This issue tracker has been migrated to GitHub ,
and is currently read-only.
For more information,
see the GitHub FAQs in the Python's Developer Guide.
Created on 2009年11月10日 13:57 by doerwalter, last changed 2022年04月11日 14:56 by admin. This issue is now closed.
| Files | ||||
|---|---|---|---|---|
| File name | Uploaded | Description | Edit | |
| issue7300-trunk.patch | vstinner, 2010年03月09日 23:44 | review | ||
| Messages (10) | |||
|---|---|---|---|
| msg95114 - (view) | Author: Walter Dörwald (doerwalter) * (Python committer) | Date: 2009年11月10日 13:57 | |
str.format() doesn't handle unicode arguments:
Python 2.6.4 (r264:75706, Oct 27 2009, 15:18:04)
[GCC 4.2.1 (Apple Inc. build 5646)] on darwin
Type "help", "copyright", "credits" or "license" for more information.
>>> '{0}'.format(u'\u3042')
Traceback (most recent call last):
File "<stdin>", line 1, in <module>
UnicodeEncodeError: 'ascii' codec can't encode character u'\u3042' in
position 0: ordinal not in range(128)
Unicode arguments should be treated in the same way as the % operator
does it: by promoting the format string to unicode:
>>> '%s' % u'\u3042'
u'\u3042'
|
|||
| msg100769 - (view) | Author: STINNER Victor (vstinner) * (Python committer) | Date: 2010年03月09日 22:57 | |
PyString_Format() uses a "goto unicode;" if a '%c' or '%s' argument is unicode. The unicode label converts the partial formatted result (byte string) to unicode, and use PyUnicode_Format() to finish to formatting.
I don't think that you can apply the same algorithm here (converts the partial result to unicode) because it requires to rewrite the format string: arguments can be used twice or more, and used in any order.
Example: "{0} {1}".format("bytes", u"unicode") => switch to unicode occurs at result="bytes ", format=" {1}", arguments=(u"unicode"). Converts "bytes " to unicode is easy, but the format have to be rewritten in " {0}" or something else.

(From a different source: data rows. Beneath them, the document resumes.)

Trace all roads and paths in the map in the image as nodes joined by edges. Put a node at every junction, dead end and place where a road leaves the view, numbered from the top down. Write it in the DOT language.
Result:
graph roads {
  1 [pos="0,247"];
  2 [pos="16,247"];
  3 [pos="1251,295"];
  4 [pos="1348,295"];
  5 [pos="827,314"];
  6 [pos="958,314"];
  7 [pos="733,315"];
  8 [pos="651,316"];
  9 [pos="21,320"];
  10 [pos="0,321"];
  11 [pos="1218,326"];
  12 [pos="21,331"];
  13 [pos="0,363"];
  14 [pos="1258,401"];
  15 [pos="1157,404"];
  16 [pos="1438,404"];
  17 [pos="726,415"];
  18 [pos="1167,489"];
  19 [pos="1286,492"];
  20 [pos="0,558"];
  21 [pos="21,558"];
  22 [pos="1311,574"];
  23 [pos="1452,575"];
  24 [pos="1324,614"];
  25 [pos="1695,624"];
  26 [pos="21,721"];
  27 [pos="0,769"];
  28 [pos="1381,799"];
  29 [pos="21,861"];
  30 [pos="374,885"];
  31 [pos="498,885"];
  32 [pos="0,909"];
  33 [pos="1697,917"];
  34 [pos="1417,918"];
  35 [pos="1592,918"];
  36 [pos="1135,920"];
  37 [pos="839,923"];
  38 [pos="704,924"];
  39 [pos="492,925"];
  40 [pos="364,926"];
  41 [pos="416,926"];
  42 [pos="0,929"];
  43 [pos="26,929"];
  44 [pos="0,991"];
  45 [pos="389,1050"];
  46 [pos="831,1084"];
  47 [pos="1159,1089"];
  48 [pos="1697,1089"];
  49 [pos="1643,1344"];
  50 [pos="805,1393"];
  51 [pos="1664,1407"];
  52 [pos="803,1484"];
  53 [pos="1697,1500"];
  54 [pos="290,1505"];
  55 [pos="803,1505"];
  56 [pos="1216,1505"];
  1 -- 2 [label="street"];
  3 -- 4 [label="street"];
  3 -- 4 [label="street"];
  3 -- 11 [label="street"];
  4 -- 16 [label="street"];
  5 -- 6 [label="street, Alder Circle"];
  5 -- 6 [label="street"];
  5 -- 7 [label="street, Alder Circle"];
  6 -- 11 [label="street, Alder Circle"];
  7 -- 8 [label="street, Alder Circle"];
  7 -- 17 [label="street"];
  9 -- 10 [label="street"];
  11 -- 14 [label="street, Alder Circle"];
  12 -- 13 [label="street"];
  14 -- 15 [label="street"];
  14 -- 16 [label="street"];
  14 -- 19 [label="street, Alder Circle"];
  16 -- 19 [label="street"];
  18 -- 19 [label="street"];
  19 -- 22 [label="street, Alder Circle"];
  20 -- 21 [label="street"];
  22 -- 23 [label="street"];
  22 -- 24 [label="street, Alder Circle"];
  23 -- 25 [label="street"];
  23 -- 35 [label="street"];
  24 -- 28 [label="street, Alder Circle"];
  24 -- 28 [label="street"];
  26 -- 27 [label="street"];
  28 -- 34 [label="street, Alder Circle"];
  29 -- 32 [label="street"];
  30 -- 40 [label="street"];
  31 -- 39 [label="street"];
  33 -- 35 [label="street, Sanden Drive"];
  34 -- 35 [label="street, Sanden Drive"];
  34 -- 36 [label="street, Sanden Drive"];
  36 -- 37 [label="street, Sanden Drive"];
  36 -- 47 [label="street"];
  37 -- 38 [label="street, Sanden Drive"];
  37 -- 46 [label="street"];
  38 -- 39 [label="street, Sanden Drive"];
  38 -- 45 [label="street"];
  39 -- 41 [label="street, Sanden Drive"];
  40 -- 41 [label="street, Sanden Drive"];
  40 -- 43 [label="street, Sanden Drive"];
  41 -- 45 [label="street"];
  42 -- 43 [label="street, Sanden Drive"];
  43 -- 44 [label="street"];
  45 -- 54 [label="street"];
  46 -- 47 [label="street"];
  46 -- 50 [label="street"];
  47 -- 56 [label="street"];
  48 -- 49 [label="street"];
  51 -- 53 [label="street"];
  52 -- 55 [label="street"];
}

Call trace of str.format(): do_string_format() -> build_string() -> output_markup() -> render_field(). The argument type is proceed in render_field().
|
|||
| msg100770 - (view) | Author: STINNER Victor (vstinner) * (Python committer) | Date: 2010年03月09日 23:44 | |
*Draft* patch fixing the issue: render_field() raises an error if the argument is an unicode argument, string_format() catchs this error and converts self to unicode and call unicode.format(*args, **kw).
Pseudo-code:
try:
# self.format() raises an error if any argument is
# an unicode string)
return self.format(*args,**kw)
except UnicodeError:
unicode = self.decode(default_encoding)
return unicode.format(*args, **kw)
The patch changes the result type of '{}'.format(u'ascii'): it was str and it becomes unicode. The new behaviour is consistent with "%s" % u"ascii" => u"ascii" (unicode).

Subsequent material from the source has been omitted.